What's Happening?
Airports Council International-North America (ACI-NA) is lobbying the U.S. government to raise the passenger facility charge (PFC) cap, which has been unchanged for 25 years. The PFC is a fee collected
by airlines and passed on to airports to fund FAA-approved construction projects. ACI-NA argues that the current $4.50 cap is insufficient to meet rising infrastructure costs. The organization is engaging with the Trump administration and the Department of Transportation to gain support for an increase. Airlines, represented by Airlines for America (A4A), oppose the increase, labeling it a 'hidden tax' on passengers. ACI-NA contends that the PFC does not cost the federal government and could reduce airports' reliance on debt financing.
Why It's Important?
The debate over the PFC cap is significant for U.S. airport infrastructure funding. Airports face a $173.9 billion infrastructure development need over the next five years, with current funding mechanisms falling short. Raising the PFC cap could provide airports with more resources for necessary improvements without increasing federal expenditure. However, airlines argue that airports are already financially robust, citing recent infrastructure projects completed without a cap increase.

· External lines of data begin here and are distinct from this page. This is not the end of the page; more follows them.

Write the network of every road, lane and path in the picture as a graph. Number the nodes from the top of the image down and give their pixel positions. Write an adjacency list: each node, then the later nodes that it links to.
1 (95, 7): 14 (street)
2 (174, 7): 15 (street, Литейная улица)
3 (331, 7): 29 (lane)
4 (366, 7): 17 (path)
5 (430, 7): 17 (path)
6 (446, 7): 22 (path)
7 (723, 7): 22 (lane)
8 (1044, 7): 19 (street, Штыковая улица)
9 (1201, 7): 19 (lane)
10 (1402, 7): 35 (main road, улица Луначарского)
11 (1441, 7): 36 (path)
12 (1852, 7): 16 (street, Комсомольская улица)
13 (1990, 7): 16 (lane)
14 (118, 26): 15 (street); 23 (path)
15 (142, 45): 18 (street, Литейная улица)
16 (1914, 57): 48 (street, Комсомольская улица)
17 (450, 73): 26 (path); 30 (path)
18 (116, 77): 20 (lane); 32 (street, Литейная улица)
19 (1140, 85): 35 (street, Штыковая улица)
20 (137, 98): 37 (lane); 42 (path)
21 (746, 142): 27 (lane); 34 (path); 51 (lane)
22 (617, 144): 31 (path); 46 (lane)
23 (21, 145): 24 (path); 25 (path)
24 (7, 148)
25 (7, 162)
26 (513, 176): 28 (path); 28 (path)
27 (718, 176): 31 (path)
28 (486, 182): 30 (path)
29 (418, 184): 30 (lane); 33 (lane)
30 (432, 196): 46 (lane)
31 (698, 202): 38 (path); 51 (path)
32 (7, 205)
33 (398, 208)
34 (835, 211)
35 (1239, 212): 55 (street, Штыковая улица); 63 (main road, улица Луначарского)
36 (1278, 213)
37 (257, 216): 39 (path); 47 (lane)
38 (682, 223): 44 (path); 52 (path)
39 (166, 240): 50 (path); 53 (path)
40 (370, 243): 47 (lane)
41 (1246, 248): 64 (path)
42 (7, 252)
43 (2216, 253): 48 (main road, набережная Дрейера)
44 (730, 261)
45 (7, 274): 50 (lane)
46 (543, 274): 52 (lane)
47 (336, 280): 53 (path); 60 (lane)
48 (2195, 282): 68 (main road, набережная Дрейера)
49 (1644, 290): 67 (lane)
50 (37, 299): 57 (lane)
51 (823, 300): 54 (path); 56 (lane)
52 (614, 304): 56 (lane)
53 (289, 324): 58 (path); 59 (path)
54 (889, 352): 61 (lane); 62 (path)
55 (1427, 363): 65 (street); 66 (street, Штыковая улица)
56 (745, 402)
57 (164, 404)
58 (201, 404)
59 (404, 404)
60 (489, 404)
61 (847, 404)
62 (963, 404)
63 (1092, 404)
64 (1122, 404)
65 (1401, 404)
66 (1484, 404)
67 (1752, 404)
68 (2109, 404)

The outcome of this debate could impact airport development, passenger costs, and the financial strategies of both airports and airlines.
What's Next?
ACI-NA plans to continue discussions with the Trump administration and the Department of Transportation, aiming to secure support for a PFC cap increase. The organization is not advocating for a specific cap amount but suggests it should be adjusted for inflation and rising construction costs. The ongoing dialogue with Secretary Sean Duffy's staff will be crucial in determining whether the administration will back the proposal. If successful, ACI-NA hopes to persuade Congress to act, despite historical resistance to PFC cap increases.